NetSupport Manager是一款以Windows为中心的跨平台远程控制软件,允许用户将运行Windows、Mac、Linux和Solaris操作系统的设备(或者运行iOS 和 Android操作系统的移动设备)作为单个控制台,同时对其他多台设备(可以是运行不同操作系统的设备)进行远程屏幕控制和系统管理。
根据NetSupport的官方宣传资料,在经过25年的发展之后,NetSupport Manager已在全球范围内被广泛采用,目前有超过1200万台计算机、服务器以及移动设备安装有该软件的不同版本。
网络安全公司FireEye在上周四(4月5)发表的博文中表示,他们在过去的几个月里一直在追踪调查一起通过受感染网站来传播虚假软件更新程序的恶意活动。
在调查的过程中,他们发现这些虚假软件更新程序分发的最终有效载荷居然就是NetSupport Manager。这意味着这款合法且早已商业化的远程控制软件已经遭到了黑客的滥用,而攻击者目的显然是为开展进一步的网络间谍活动。
FireEye表示,攻击者利用了受感染的网站来传播伪装成Adobe Flash、Chrome和FireFox更新的虚假更新程序。当受害者访问受感染的网站时,一个恶意JavaScript脚本文件会自动下载,大部分来自DropBox。这是一个云存储(网盘)网站,可供用户存储和分享本地文件。
这个脚本文件会收集基本的系统信息并将其发送到命令和控制服务器(CnC)服务器,并从服务器接收额外的命令,然后在wscript.exe(一种批次语言/自动执行工具)的帮助下从%AppData%执行另一个JavaScript脚本文件(命名为Update.js)以下载最终的有效载荷。
FireEye解释说,恶意软件的开发者对第一个脚本文件应用了多层模糊处理,并采用了一种棘手的方法来试图使逆向工程师对第二个脚本文件的分析变得更加困难。这种方法涉及到通过使用调用者函数和被调用者函数代码获取解密密钥,恶意软件的开发者可以确保一旦分析人员添加或删除任何内容,脚本将不会检索密钥,并会以异常终止。
在第一个脚本文件执行后,它会与CnC服务器进行连接,以编码格式发送系统的tid值和当前日期,并等待来自服务器的响应。在接受到响应后,脚本文件将作为名为“step2” 的函数执行。
这个函数的功能在于收集各种系统信息并以编码格式发送给CnC服务器,这些信息包括:体系结构、计算机名称、用户名、处理器、操作系统,域、制造商、型号、BIOS版本、反间谍软件产品、防病毒产品、MAC地址、键盘、指点设备、显示控制器配置和进程列表。

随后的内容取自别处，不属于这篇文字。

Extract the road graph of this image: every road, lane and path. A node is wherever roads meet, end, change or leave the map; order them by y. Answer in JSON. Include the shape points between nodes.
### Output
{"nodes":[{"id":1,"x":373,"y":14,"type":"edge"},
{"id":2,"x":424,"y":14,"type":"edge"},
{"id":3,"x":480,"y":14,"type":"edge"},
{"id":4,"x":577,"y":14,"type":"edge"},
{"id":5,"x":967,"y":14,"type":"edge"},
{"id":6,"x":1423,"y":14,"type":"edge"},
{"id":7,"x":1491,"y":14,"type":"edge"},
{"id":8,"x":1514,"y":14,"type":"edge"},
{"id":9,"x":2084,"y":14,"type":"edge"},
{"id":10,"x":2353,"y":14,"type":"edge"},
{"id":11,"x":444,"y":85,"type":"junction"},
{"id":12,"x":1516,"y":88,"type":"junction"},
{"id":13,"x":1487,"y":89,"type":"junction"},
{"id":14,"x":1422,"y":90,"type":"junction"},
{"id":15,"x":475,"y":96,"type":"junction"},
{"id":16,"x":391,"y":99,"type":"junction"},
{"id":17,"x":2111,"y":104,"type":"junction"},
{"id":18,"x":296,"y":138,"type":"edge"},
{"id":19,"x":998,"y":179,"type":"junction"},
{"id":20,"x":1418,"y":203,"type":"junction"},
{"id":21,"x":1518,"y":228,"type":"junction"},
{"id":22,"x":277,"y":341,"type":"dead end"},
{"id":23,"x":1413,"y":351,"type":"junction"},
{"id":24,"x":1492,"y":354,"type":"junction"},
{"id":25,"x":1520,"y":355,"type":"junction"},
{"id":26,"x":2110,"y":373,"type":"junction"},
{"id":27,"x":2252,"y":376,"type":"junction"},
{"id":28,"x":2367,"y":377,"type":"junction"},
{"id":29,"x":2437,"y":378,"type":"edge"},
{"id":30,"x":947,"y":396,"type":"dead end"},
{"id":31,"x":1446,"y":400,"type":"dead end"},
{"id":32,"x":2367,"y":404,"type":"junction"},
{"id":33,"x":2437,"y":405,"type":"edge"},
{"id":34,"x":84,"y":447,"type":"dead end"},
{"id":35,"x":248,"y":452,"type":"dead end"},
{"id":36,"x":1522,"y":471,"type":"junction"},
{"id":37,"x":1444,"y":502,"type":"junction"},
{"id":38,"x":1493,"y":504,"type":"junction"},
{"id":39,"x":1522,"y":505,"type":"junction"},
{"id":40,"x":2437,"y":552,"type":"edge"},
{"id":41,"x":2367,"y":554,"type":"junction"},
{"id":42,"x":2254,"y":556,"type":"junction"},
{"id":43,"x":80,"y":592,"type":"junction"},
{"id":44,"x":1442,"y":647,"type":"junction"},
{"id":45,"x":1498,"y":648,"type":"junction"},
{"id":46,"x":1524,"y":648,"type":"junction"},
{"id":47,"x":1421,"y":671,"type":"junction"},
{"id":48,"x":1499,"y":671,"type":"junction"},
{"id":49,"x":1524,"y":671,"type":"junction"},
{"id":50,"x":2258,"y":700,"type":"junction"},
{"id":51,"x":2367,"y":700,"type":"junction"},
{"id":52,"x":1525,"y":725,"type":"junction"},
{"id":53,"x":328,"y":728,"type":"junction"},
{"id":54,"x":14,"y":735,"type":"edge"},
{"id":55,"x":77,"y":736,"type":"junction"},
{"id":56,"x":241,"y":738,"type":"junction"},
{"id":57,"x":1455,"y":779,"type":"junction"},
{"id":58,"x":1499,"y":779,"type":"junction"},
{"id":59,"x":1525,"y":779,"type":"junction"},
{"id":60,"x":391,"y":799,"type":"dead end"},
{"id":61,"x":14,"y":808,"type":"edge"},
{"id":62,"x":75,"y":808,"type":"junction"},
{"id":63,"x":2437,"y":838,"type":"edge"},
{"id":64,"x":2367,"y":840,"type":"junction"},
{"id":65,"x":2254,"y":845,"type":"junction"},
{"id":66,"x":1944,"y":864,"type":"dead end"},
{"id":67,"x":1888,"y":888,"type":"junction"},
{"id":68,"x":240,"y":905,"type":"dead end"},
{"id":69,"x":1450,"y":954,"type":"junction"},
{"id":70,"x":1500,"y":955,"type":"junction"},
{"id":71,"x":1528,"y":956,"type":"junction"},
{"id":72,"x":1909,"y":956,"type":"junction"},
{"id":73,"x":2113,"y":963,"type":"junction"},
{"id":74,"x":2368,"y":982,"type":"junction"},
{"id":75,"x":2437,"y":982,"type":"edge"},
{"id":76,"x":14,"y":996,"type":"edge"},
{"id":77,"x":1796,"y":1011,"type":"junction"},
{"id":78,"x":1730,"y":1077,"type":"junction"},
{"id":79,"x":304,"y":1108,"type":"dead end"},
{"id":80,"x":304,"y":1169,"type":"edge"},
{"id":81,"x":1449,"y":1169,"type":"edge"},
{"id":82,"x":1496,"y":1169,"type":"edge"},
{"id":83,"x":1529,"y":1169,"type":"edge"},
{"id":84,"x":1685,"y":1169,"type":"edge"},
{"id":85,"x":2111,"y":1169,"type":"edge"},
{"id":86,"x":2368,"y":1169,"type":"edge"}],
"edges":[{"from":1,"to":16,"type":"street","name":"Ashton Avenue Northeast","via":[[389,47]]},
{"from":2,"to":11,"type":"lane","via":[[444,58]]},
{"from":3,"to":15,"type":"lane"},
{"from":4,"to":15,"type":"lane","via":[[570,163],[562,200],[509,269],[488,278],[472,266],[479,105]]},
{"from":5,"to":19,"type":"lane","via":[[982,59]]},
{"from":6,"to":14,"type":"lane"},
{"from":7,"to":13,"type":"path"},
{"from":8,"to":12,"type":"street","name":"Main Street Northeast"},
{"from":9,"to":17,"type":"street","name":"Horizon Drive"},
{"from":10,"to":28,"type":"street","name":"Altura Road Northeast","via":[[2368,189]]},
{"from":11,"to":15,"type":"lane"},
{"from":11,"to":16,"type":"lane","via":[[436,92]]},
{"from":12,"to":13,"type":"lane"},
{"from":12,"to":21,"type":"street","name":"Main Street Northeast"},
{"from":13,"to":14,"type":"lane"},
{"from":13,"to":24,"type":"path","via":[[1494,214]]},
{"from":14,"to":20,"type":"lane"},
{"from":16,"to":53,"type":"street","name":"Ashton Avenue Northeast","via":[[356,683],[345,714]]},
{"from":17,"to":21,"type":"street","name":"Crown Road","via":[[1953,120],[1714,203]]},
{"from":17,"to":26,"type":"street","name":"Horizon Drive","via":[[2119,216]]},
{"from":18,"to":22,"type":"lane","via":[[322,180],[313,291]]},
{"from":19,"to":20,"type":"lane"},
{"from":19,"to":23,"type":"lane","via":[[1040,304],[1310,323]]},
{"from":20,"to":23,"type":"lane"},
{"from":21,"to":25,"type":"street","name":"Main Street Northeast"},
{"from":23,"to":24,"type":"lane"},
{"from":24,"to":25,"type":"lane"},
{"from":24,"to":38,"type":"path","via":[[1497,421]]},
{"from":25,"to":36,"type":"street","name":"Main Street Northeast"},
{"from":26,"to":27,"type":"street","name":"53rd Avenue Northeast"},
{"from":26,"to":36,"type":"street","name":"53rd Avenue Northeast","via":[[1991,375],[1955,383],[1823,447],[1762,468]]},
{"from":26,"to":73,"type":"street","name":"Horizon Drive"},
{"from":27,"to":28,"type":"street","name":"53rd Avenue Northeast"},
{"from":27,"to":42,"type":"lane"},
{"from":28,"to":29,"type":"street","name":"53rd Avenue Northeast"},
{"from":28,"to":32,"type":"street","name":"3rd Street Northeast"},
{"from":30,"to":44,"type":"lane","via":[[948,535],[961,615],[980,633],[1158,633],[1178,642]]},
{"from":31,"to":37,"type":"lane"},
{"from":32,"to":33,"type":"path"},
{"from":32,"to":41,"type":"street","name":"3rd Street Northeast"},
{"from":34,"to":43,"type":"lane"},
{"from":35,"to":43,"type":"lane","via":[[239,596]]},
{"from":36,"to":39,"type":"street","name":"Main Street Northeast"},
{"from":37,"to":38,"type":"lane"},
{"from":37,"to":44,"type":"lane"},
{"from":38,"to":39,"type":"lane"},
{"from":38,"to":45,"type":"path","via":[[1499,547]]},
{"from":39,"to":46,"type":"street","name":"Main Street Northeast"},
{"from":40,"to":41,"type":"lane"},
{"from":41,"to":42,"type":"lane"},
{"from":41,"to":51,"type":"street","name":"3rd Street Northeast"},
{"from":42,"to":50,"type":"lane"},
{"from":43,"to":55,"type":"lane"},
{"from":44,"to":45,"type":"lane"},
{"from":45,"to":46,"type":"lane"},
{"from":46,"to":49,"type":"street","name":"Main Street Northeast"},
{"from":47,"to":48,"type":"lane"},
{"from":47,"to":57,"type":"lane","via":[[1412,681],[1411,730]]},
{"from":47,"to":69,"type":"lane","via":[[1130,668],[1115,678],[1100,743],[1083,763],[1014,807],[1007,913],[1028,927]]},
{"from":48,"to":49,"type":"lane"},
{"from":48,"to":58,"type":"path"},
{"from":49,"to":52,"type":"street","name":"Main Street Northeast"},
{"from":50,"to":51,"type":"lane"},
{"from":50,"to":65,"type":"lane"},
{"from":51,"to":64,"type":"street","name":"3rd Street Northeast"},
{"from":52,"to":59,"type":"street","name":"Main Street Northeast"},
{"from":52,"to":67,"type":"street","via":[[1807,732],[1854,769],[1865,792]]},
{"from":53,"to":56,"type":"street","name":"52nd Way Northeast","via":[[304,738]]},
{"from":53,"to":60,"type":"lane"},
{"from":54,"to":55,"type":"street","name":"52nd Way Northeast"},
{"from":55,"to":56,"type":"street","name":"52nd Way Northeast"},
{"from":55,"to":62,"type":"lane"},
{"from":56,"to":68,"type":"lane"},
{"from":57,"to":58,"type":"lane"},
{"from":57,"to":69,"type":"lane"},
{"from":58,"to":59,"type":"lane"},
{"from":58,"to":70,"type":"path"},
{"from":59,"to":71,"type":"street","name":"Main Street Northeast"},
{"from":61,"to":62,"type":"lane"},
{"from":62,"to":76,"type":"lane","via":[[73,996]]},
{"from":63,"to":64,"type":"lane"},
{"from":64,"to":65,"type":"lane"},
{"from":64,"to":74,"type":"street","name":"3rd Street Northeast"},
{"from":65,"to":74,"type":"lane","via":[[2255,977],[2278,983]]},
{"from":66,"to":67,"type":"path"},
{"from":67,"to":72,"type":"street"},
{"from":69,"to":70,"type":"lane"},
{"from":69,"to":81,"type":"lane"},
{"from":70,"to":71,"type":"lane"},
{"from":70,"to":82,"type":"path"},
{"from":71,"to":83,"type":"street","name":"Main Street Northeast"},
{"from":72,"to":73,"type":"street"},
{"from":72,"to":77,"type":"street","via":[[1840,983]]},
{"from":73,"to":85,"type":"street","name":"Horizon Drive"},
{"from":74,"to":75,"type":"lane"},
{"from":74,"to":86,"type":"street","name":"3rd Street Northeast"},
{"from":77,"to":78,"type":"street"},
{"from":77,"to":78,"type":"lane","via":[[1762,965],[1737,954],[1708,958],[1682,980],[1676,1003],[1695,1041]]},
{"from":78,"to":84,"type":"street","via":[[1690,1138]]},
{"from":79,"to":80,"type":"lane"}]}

在接收到这些信息之后,CnC服务器会以两部分内容进行响应:content2和content3,而此时作为step2函数的第一个脚本文件会对这两部分内容进行解码。
名为“step3”的函数将在解码后的content3中的得到,这个函数在执行后将写入Update.js(即第二个脚本文件),它包含有用于下载和执行最终有效载荷的代码。
FireEye表示,这段代码接下来会利用PowerShell命令从CnC服务器下载多个文件,其中包括一个名为“7za.exe”的可执行文件,一个名为“Loglist.rtf”多信息文本文件(经FireEye证实,它实际上是一个受密码保护的压缩文件,其中包含有NetSupport Manager)、一个名为“Upd.cmd”的批处理脚本和一个名为“Downloads.txt”的文本文件。
其中,批处理脚本Upd.cmd被设计用于名为“7za.exe”的可执行文件,禁用Windows错误报告和应用程序兼容性,将远程控制客户端可执行文件添加到防火墙的允许程序列表中,添加运行注册表项或将快捷方式文件下载到启动文件夹以实现持久性,使用属性隐藏文件,删除自身不再需要的文件,并执行NetSupport Manager。在分析过程中,FireEye表还发现该脚本能够定期对NetSupport Manager进行更新。
在NetSupport Manager的帮助下,攻击者可以远程访问受感染系统、传输文件、启动应用程序、获取系统地理位置以及远程检索文件和系统信息。
值得注意的是,名为“Downloads.txt”的文本文件包含了一份IP地址列表。FireEye认为,这可能是已经受到感染的设备列表。从这些IP地址来看,它们分属于不同的国家和地区,但主要位于美国、德国和荷兰。